Work instruction:
Line by line, transcribe the data below exactly and pass over the images.

Saved data entries:
◆ ◆ ◆ ◆

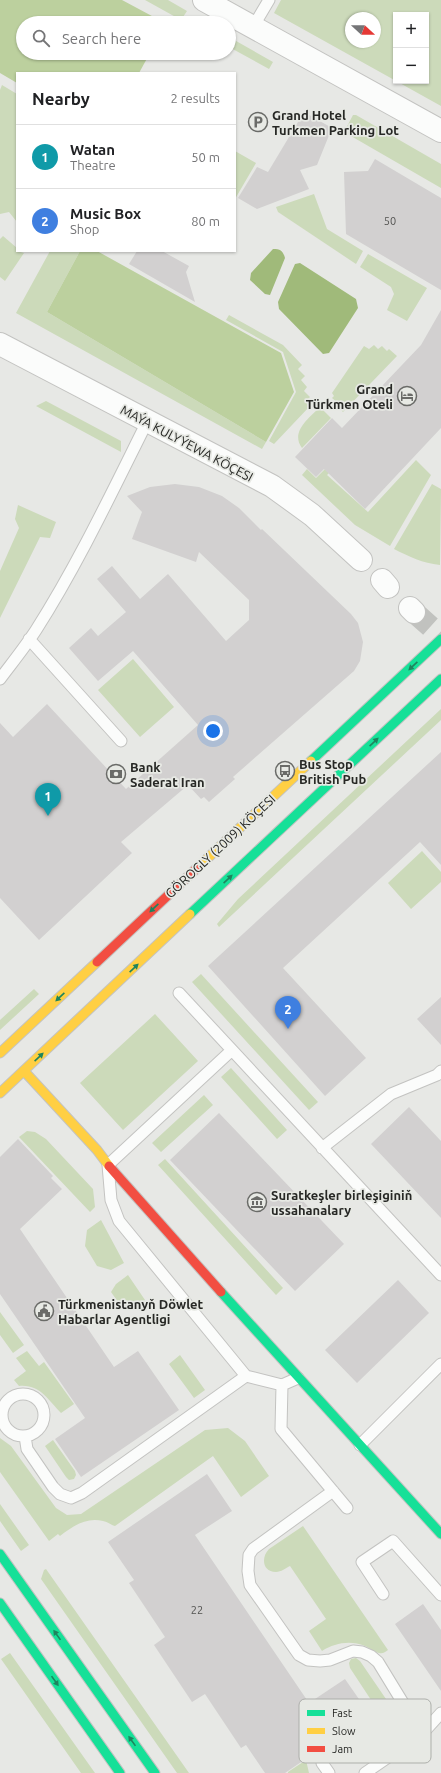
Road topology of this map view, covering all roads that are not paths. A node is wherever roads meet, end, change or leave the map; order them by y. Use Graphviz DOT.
graph roads {
  1 [pos="204,0"];
  2 [pos="269,0"];
  3 [pos="233,16"];
  4 [pos="236,18"];
  5 [pos="253,27"];
  6 [pos="441,131"];
  7 [pos="0,344"];
  8 [pos="147,422"];
  9 [pos="361,560"];
  10 [pos="29,639"];
  11 [pos="441,639"];
  12 [pos="0,679"];
  13 [pos="441,679"];
  14 [pos="121,741"];
  15 [pos="180,993"];
  16 [pos="232,1050"];
  17 [pos="0,1053"];
  18 [pos="24,1071"];
  19 [pos="441,1072"];
  20 [pos="0,1093"];
  21 [pos="322,1148"];
  22 [pos="108,1165"];
  23 [pos="441,1275"];
  24 [pos="441,1364"];
  25 [pos="246,1376"];
  26 [pos="298,1378"];
  27 [pos="282,1385"];
  28 [pos="25,1436"];
  29 [pos="360,1445"];
  30 [pos="333,1491"];
  31 [pos="347,1508"];
  32 [pos="441,1534"];
  33 [pos="0,1554"];
  34 [pos="383,1594"];
  35 [pos="441,1595"];
  36 [pos="0,1603"];
  37 [pos="401,1699"];
  38 [pos="441,1713"];
  39 [pos="431,1724"];
  40 [pos="322,1763"];
  41 [pos="380,1763"];
  42 [pos="120,1773"];
  43 [pos="155,1773"];
  44 [pos="329,1773"];
  45 [pos="365,1773"];
  1 -- 3 [label="street"];
  2 -- 5 [label="lane"];
  4 -- 5 [label="street"];
  5 -- 6 [label="street"];
  7 -- 8 [label="street, MAÝA KULYÝEWA KÖÇESI"];
  8 -- 9 [label="street, MAÝA KULYÝEWA KÖÇESI"];
  8 -- 10 [label="lane"];
  10 -- 12 [label="lane"];
  10 -- 14 [label="lane"];
  11 -- 17 [label="street, GÖROGLY (2009) KÖÇESI, one-way"];
  18 -- 13 [label="street, one-way"];
  15 -- 16 [label="lane"];
  16 -- 21 [label="lane"];
  16 -- 22 [label="lane"];
  18 -- 20 [label="street"];
  18 -- 22 [label="street"];
  19 -- 21 [label="lane"];
  21 -- 23 [label="lane"];
  22 -- 25 [label="lane"];
  22 -- 26 [label="street"];
  24 -- 29 [label="lane"];
  25 -- 27 [label="lane"];
  25 -- 28 [label="lane"];
  26 -- 27 [label="lane"];
  26 -- 29 [label="street"];
  27 -- 30 [label="lane"];
  29 -- 32 [label="street"];
  30 -- 31 [label="lane"];
  30 -- 37 [label="lane"];
  43 -- 33 [label="street, one-way"];
  34 -- 35 [label="lane"];
  36 -- 42 [label="street, one-way"];
  38 -- 39 [label="lane"];
  40 -- 44 [label="lane"];
  41 -- 45 [label="lane"];
}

◆ ◆ ◆ ◆

Task answer:
Road topology of this map view, covering all roads that are not paths. A node is wherever roads meet, end, change or leave the map; order them by y. Use Graphviz DOT.
graph roads {
  1 [pos="204,0"];
  2 [pos="269,0"];
  3 [pos="233,16"];
  4 [pos="236,18"];
  5 [pos="253,27"];
  6 [pos="441,131"];
  7 [pos="0,344"];
  8 [pos="147,422"];
  9 [pos="361,560"];
  10 [pos="29,639"];
  11 [pos="441,639"];
  12 [pos="0,679"];
  13 [pos="441,679"];
  14 [pos="121,741"];
  15 [pos="180,993"];
  16 [pos="232,1050"];
  17 [pos="0,1053"];
  18 [pos="24,1071"];
  19 [pos="441,1072"];
  20 [pos="0,1093"];
  21 [pos="322,1148"];
  22 [pos="108,1165"];
  23 [pos="441,1275"];
  24 [pos="441,1364"];
  25 [pos="246,1376"];
  26 [pos="298,1378"];
  27 [pos="282,1385"];
  28 [pos="25,1436"];
  29 [pos="360,1445"];
  30 [pos="333,1491"];
  31 [pos="347,1508"];
  32 [pos="441,1534"];
  33 [pos="0,1554"];
  34 [pos="383,1594"];
  35 [pos="441,1595"];
  36 [pos="0,1603"];
  37 [pos="401,1699"];
  38 [pos="441,1713"];
  39 [pos="431,1724"];
  40 [pos="322,1763"];
  41 [pos="380,1763"];
  42 [pos="120,1773"];
  43 [pos="155,1773"];
  44 [pos="329,1773"];
  45 [pos="365,1773"];
  1 -- 3 [label="street"];
  2 -- 5 [label="lane"];
  4 -- 5 [label="street"];
  5 -- 6 [label="street"];
  7 -- 8 [label="street, MAÝA KULYÝEWA KÖÇESI"];
  8 -- 9 [label="street, MAÝA KULYÝEWA KÖÇESI"];
  8 -- 10 [label="lane"];
  10 -- 12 [label="lane"];
  10 -- 14 [label="lane"];
  11 -- 17 [label="street, GÖROGLY (2009) KÖÇESI, one-way"];
  18 -- 13 [label="street, one-way"];
  15 -- 16 [label="lane"];
  16 -- 21 [label="lane"];
  16 -- 22 [label="lane"];
  18 -- 20 [label="street"];
  18 -- 22 [label="street"];
  19 -- 21 [label="lane"];
  21 -- 23 [label="lane"];
  22 -- 25 [label="lane"];
  22 -- 26 [label="street"];
  24 -- 29 [label="lane"];
  25 -- 27 [label="lane"];
  25 -- 28 [label="lane"];
  26 -- 27 [label="lane"];
  26 -- 29 [label="street"];
  27 -- 30 [label="lane"];
  29 -- 32 [label="street"];
  30 -- 31 [label="lane"];
  30 -- 37 [label="lane"];
  43 -- 33 [label="street, one-way"];
  34 -- 35 [label="lane"];
  36 -- 42 [label="street, one-way"];
  38 -- 39 [label="lane"];
  40 -- 44 [label="lane"];
  41 -- 45 [label="lane"];
}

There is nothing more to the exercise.